[[ Data for processing, beginning ]]

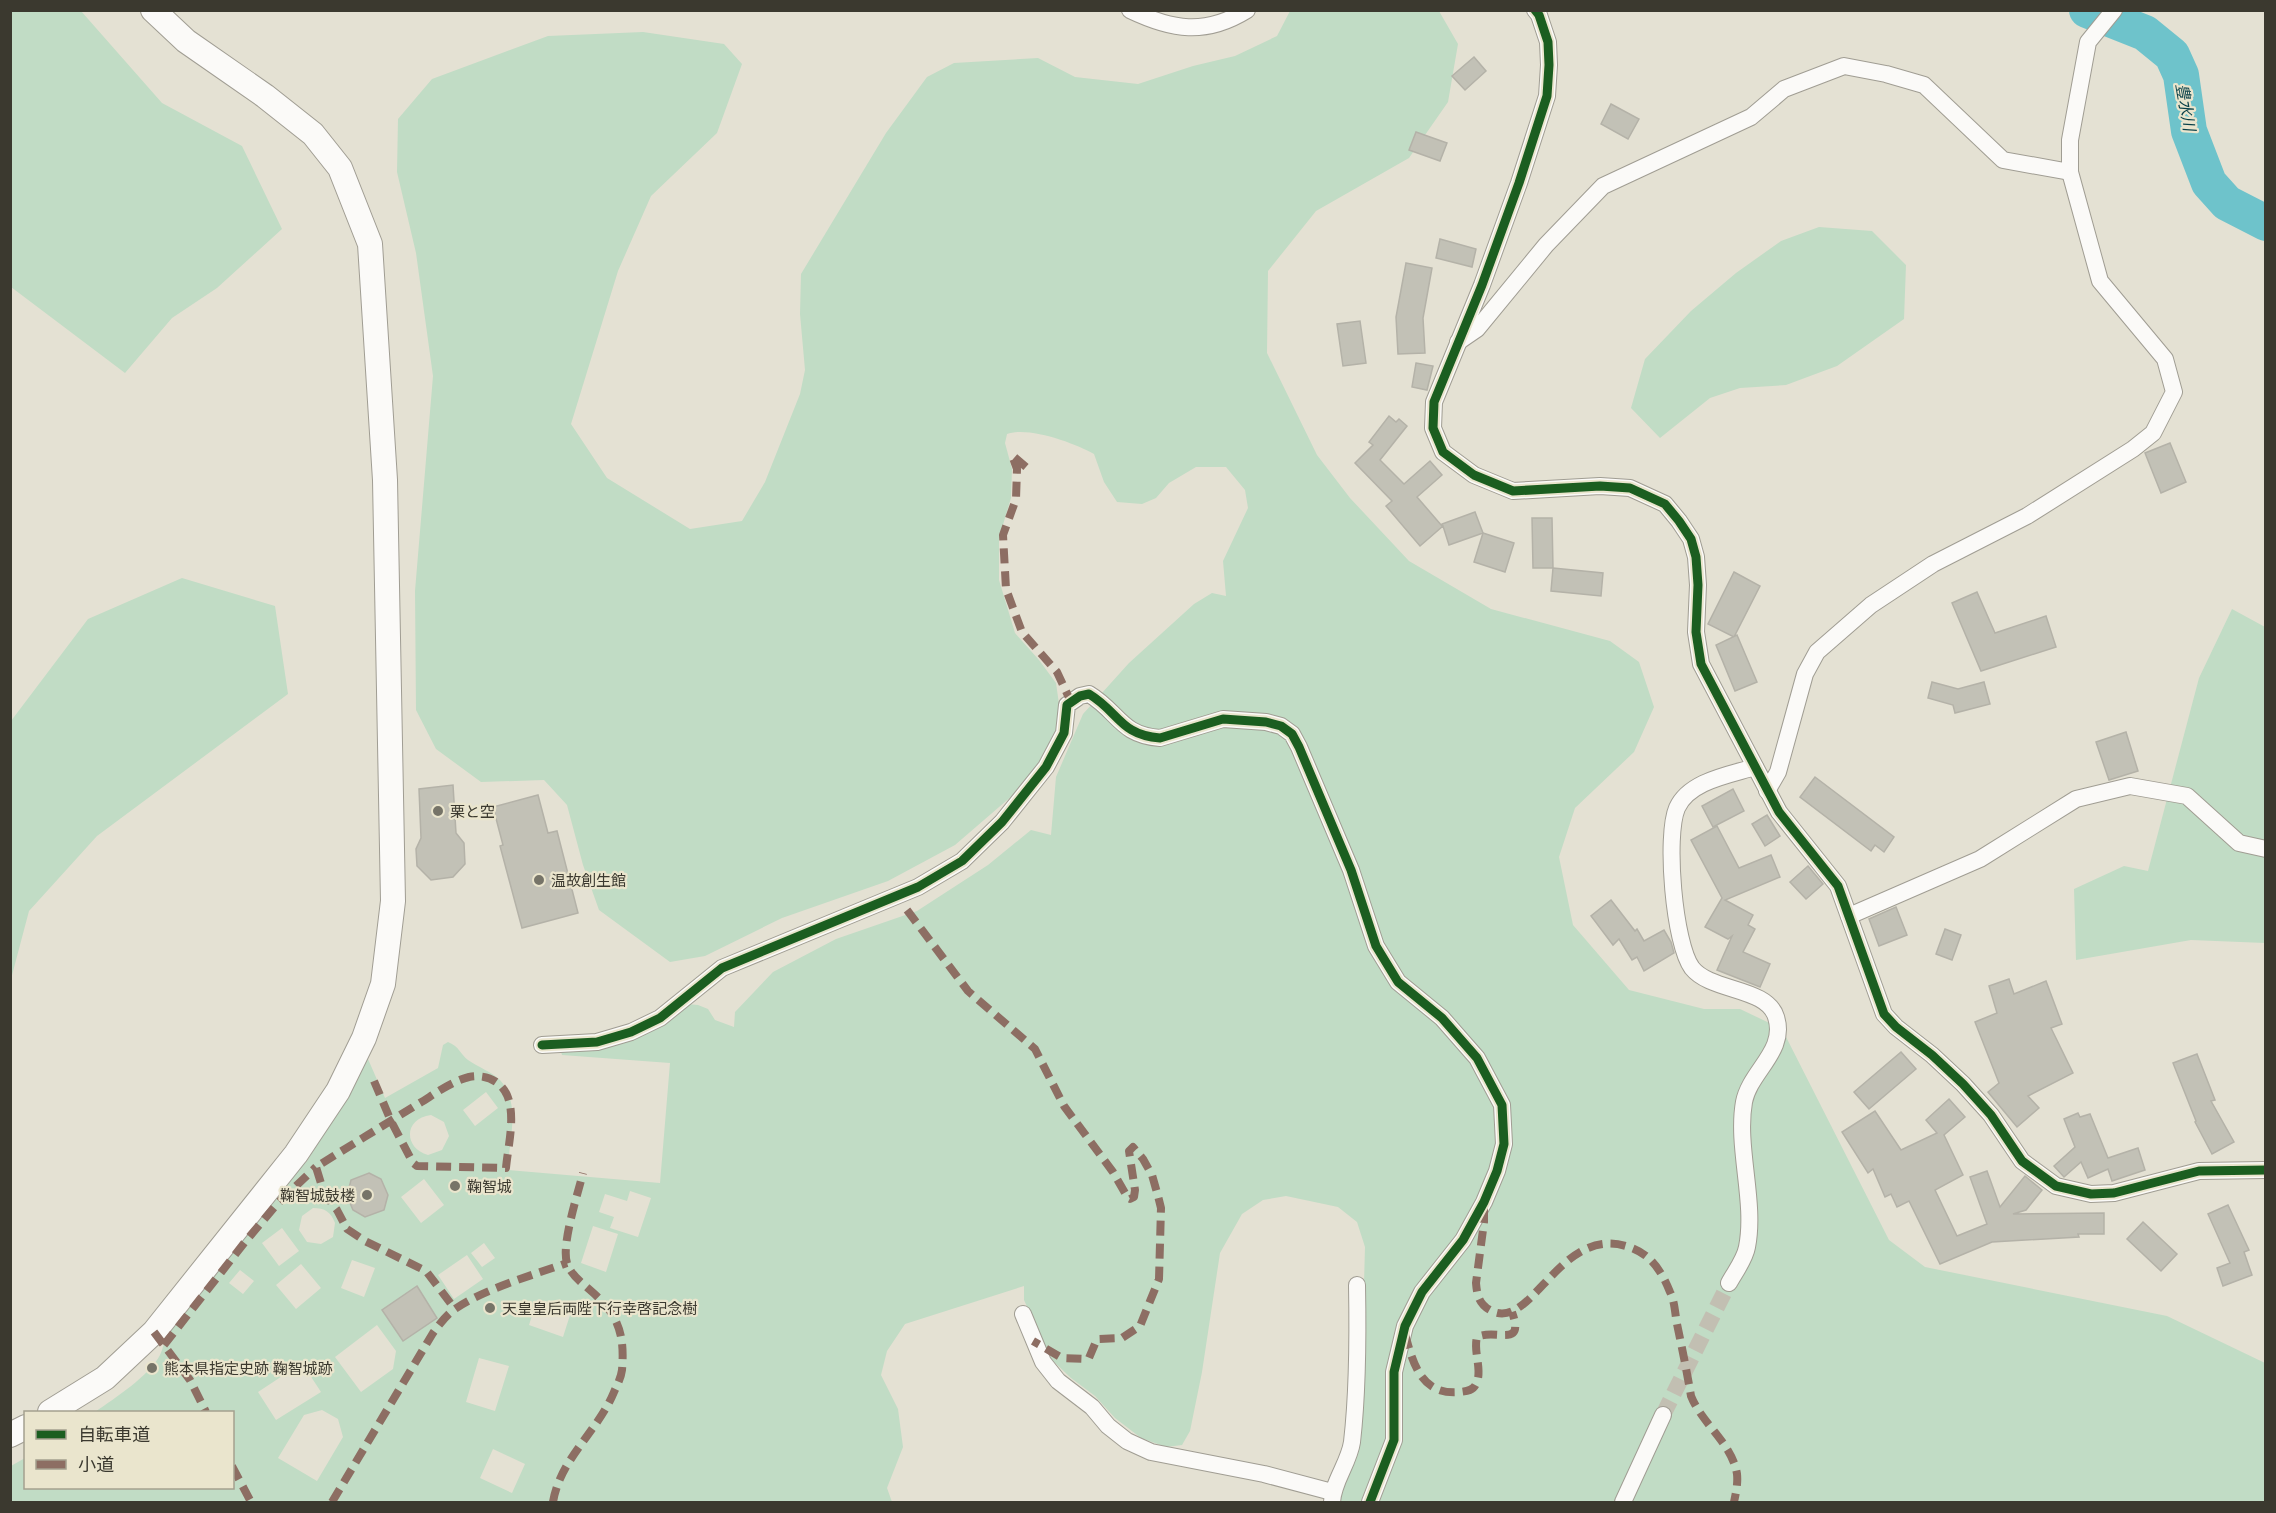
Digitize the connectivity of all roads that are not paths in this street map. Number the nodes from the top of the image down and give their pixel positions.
1 (153, 10) edge
2 (1130, 10) edge
3 (1247, 10) edge
4 (1535, 10) edge
5 (2114, 10) edge
6 (2070, 172) junction
7 (1457, 343) junction
8 (1755, 767) junction
9 (1767, 791) junction
10 (2265, 849) edge
11 (1849, 916) junction
12 (542, 1045) dead end
13 (2265, 1170) edge
14 (1729, 1283) tunnel mouth
15 (1357, 1285) dead end
16 (1023, 1314) dead end
17 (53, 1411) edge
18 (1663, 1415) tunnel mouth
19 (24, 1428) edge
20 (10, 1435) edge
21 (1332, 1497) edge
22 (1370, 1503) edge
23 (1623, 1503) edge

1 - 17 street
2 - 3 street
4 - 7 street
5 - 6 street
6 - 7 street
6 - 9 street
7 - 8 street
8 - 9 street
8 - 14 street
9 - 11 street
10 - 11 street
11 - 13 street
12 - 22 street
15 - 21 street
16 - 21 street
18 - 23 street
19 - 20 street

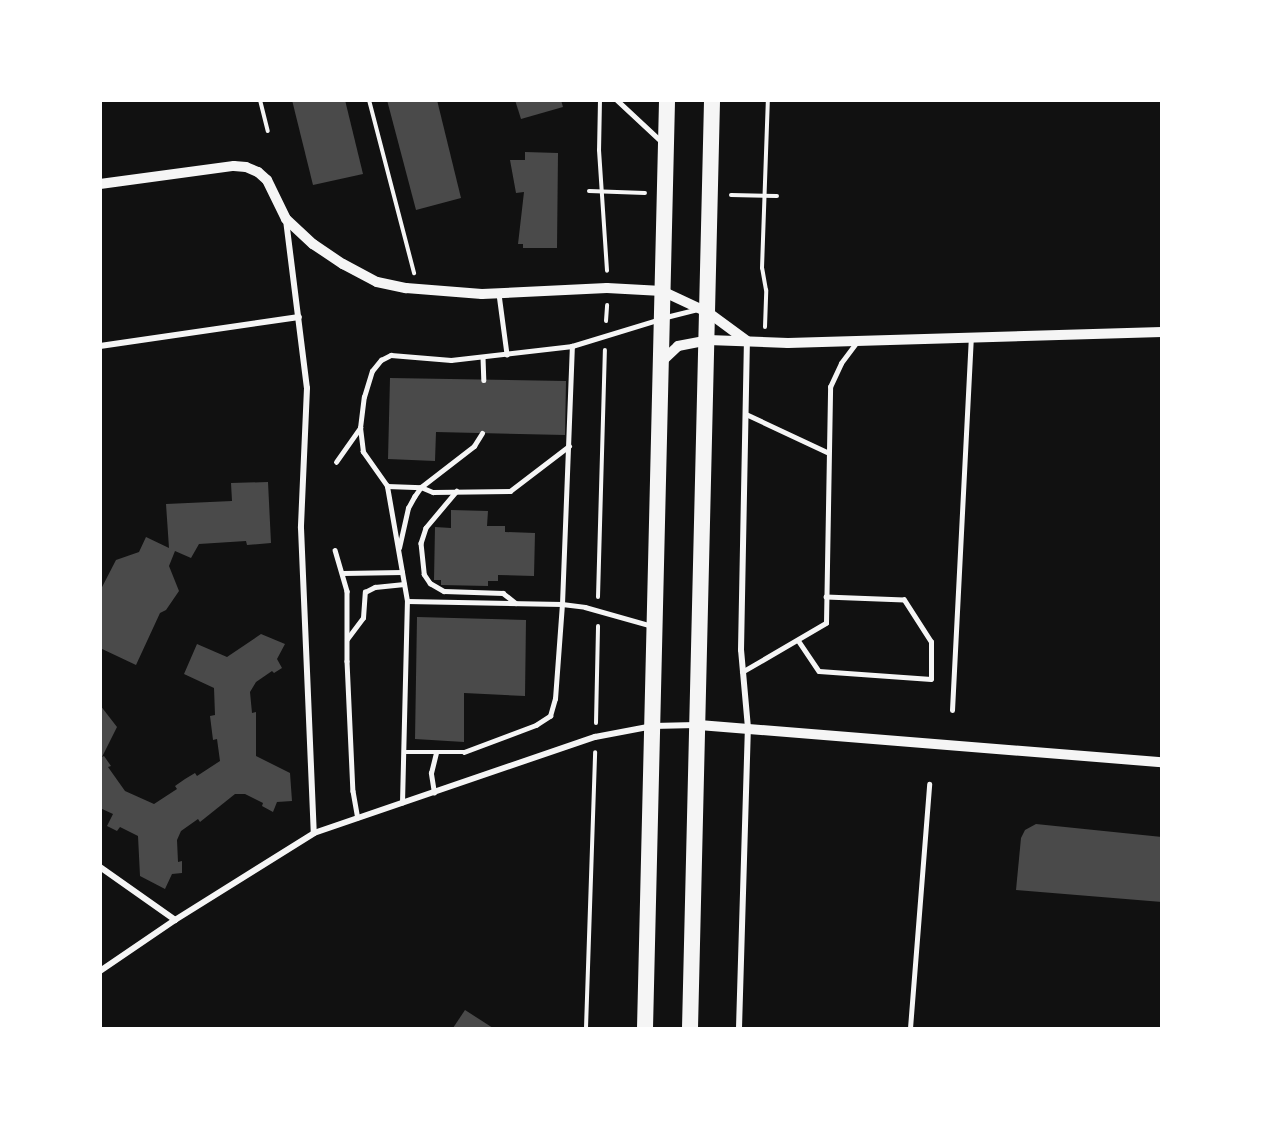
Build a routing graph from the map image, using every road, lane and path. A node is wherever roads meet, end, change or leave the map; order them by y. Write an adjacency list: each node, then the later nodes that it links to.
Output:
1 (260, 100): 8 (path)
2 (369, 100): 12 (path)
3 (600, 100): 13 (path)
4 (617, 100): 9 (lane)
5 (667, 100): 9 (highway)
6 (712, 100): 16 (highway)
7 (768, 100): 25 (path)
8 (268, 131)
9 (666, 145): 14 (highway)
10 (100, 184): 11 (street)
11 (286, 219): 15 (street); 17 (street)
12 (412, 261)
13 (607, 288): 14 (street); 15 (street); 20 (path)
14 (662, 291): 16 (street); 18 (highway)
15 (499, 293): 28 (lane)
16 (705, 310): 18 (lane); 23 (highway); 24 (street)
17 (299, 317): 26 (street); 67 (street)
18 (660, 319): 20 (lane); 30 (highway)
19 (1161, 332): 21 (street)
20 (605, 335): 27 (lane); 50 (path)
21 (971, 336): 22 (street); 55 (street)
22 (859, 339): 25 (street); 36 (lane)
23 (708, 340): 24 (street); 30 (street); 56 (highway)
24 (747, 341): 25 (street); 32 (street)
25 (765, 342)
26 (100, 346)
27 (572, 346): 28 (lane); 35 (lane)
28 (507, 354): 29 (lane)
29 (483, 357): 31 (lane); 33 (lane)
30 (659, 364): 51 (highway)
31 (484, 380)
32 (746, 414): 36 (lane); 54 (street)
33 (360, 429): 37 (lane); 38 (lane)
34 (482, 433): 39 (lane)
35 (568, 446): 40 (lane); 49 (lane)
36 (827, 452): 46 (lane)
37 (336, 462)
38 (387, 486): 39 (lane); 42 (lane)
39 (421, 487): 40 (lane); 42 (lane)
40 (457, 491): 48 (lane)
41 (335, 550): 44 (lane)
42 (398, 550): 43 (lane)
43 (402, 572): 44 (lane); 45 (lane)
44 (343, 573): 52 (lane)
45 (404, 585): 47 (lane); 52 (lane)
46 (826, 597): 53 (lane); 53 (lane)
47 (407, 601): 48 (lane); 60 (lane)
48 (517, 603): 49 (lane)
49 (562, 604): 50 (lane); 61 (lane)
50 (598, 611): 51 (lane); 59 (path)
51 (655, 626): 57 (highway)
52 (347, 639): 66 (lane)
53 (798, 640): 54 (lane)
54 (742, 672): 58 (street)
55 (952, 710)
56 (699, 725): 57 (street); 58 (street); 73 (highway)
57 (653, 726): 59 (street); 72 (highway)
58 (748, 728): 62 (street); 74 (street)
59 (596, 738): 64 (street); 71 (path)
60 (404, 752): 61 (lane); 65 (lane)
61 (436, 753): 64 (lane)
62 (1161, 762)
63 (929, 784): 75 (street)
64 (434, 793): 65 (street)
65 (402, 803): 66 (street)
66 (358, 818): 67 (street)
67 (314, 833): 69 (street)
68 (100, 867): 69 (street)
69 (175, 920): 70 (street)
70 (100, 971)
71 (586, 1029)
72 (645, 1029)
73 (690, 1029)
74 (740, 1029)
75 (910, 1029)

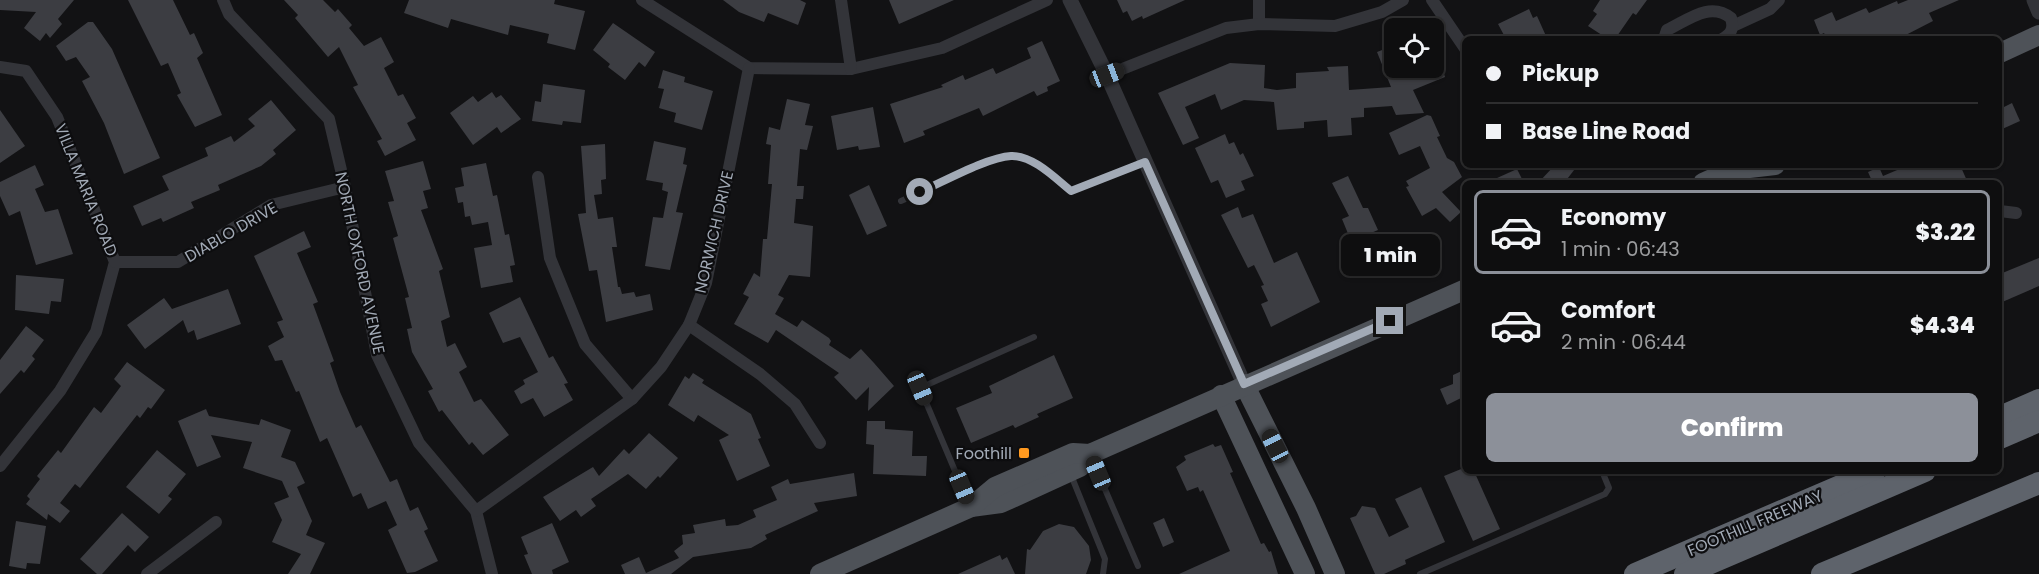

[[ Data for processing, end ]]

# What you should do
When the entries above show the word "junction" in a line, copy that line out.

# Exercise answer
6 (2070, 172) junction
7 (1457, 343) junction
8 (1755, 767) junction
9 (1767, 791) junction
11 (1849, 916) junction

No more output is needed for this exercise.